When I was in Thailand, a day trip to Laos followed by a night train to Bangkok turned into a 60-hour comedy of errors involving bedbugs, the Germans winning the World Cup, a Buddhist holiday, a Dutch-Argentinian lawyer prone to panic attacks, and absolutely zero sleep. By the time I’d made it to my AirBnB and fumigated my backpack I was basically a walking corpse. But I also hadn’t eaten all day, so I headed out to find the nearest “food street”.

I ended up with a stand that served kuay jap, a peppery soup filled with various and sundry pork bits and distinctive scroll-shaped noodles. I’ll grant you, anything I ate at that point probably would’ve tasted miraculous, but the memory of that particular dish is one I’ll take with me to my grave. This was the soup of life, of resuscitation. It didn’t make me quite as happy as the 12 hours of sleep that followed, but it came damn close.

The other day, seeking to recapture that same feeling after what I think we can all agree was a flat-out shitty week, I headed to Sakorn Thai in Charlottenburg. Like nearly every other decent Thai joint in Berlin, Sakorn is owned by a woman from the Isan province, in this case a town near Korat. It’s already one of my favourite places to eat Thai noodles here because they usually bother to get the texture right; the flat, wide rice bands in a bowl of yen ta fo I had on a previous visit were as al dente as any proper Italian tagliatelle. This time around, I discovered that since New Year’s they’ve started giving out a real, laminated menu instead of relying on pictures by the counter, and they’ve sadly upped their prices from €5 per dish to around €6. The good news is that now non-Thai customers have easy access to what used to be off-menu Isan specialities like larb and nam tok, and the food’s still among the least Germanified you can get in Berlin on these Thai Park-less winter days.
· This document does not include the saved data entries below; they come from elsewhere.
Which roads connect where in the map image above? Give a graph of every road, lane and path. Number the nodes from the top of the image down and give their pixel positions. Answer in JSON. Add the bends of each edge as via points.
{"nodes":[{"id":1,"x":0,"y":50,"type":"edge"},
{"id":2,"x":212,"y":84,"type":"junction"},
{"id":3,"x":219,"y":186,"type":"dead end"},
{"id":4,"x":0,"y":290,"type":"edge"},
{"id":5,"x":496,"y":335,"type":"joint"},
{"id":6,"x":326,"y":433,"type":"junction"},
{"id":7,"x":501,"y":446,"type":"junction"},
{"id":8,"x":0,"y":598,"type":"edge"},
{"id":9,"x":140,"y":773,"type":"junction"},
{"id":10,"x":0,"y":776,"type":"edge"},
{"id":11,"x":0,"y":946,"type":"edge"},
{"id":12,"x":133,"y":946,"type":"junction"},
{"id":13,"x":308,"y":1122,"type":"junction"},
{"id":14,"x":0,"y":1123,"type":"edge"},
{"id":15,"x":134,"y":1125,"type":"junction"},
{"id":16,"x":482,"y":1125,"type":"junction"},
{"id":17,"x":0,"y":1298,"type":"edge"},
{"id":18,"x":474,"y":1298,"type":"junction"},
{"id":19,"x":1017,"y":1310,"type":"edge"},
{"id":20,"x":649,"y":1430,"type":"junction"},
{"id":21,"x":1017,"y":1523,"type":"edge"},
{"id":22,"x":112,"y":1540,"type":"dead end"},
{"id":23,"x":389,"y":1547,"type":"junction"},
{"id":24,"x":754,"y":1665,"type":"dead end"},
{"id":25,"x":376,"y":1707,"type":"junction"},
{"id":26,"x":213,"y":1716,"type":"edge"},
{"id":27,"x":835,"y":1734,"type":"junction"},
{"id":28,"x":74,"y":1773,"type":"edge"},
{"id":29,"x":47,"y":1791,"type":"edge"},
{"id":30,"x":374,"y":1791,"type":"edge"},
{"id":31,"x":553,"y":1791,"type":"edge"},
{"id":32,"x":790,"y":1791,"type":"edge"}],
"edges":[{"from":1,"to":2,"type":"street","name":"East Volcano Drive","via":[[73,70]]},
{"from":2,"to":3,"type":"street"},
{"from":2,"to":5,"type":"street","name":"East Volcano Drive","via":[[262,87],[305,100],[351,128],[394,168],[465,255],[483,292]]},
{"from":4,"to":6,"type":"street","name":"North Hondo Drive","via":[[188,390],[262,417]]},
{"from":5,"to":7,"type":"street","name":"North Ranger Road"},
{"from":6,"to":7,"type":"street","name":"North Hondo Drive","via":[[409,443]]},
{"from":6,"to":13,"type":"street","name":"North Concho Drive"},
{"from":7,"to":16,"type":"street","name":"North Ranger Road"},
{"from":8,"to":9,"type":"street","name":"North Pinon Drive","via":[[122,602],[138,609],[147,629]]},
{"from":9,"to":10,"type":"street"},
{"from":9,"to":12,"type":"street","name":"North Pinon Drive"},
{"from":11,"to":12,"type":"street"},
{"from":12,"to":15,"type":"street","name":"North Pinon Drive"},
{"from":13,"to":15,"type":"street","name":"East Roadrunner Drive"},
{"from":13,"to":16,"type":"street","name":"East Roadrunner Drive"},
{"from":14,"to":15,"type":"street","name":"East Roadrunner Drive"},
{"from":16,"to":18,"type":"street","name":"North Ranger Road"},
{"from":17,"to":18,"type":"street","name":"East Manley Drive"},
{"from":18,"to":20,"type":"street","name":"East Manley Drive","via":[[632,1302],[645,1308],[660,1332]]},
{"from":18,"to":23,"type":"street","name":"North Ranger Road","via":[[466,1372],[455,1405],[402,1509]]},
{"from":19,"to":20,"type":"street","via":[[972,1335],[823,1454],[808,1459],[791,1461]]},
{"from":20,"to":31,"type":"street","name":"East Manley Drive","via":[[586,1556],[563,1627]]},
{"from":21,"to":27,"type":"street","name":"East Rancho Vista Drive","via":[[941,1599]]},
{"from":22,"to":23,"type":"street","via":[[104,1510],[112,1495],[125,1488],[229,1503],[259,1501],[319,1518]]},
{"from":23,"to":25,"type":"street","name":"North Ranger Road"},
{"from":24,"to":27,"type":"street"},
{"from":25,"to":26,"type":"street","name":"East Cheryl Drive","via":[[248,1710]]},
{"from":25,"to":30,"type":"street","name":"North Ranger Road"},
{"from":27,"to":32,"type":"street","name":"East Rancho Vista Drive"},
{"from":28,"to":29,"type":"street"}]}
Including that bowl of kuay jap (€6), which actually contained more pig offal than the version I’d had in Thailand, mostly liver and tendon but also something minerally and gelatinous I couldn’t quite identify – lung, maybe? Not for the unadventurous, in any case, but pretty great if you like your food to have as many different textures as possible. The real star of the dish, though, was the sliced deep-fried pork belly, which somehow stayed crispy even when soaked in broth. (Plus half a hard-boiled egg and some fried tofu, y’know, to keep things healthy.)

Did it live up to that magical life-restoring moment in Sukhumvit? How could it have? The rolled noodles, while tasty, were uncharacteristically too soft and the broth a bit too sweet (although a dose of chillies and fish sauce quickly ameliorated the latter). Still, I’m not gonna be too hard on it because a) the fact that a dish like this even exists here is amazing in and of itself, and b) that pork belly! Next time, I’ll order it straight-up stir-fried with Chinese broccoli as kanah muh krob (€6.50) or with barbecued pork and sausage in Sakorn’s signature dish, the meat-stravaganza khao mhu daeng (€6). It may speed me a little further to my death instead of bringing me back to life, but that’s a trade-off I’m willing to make.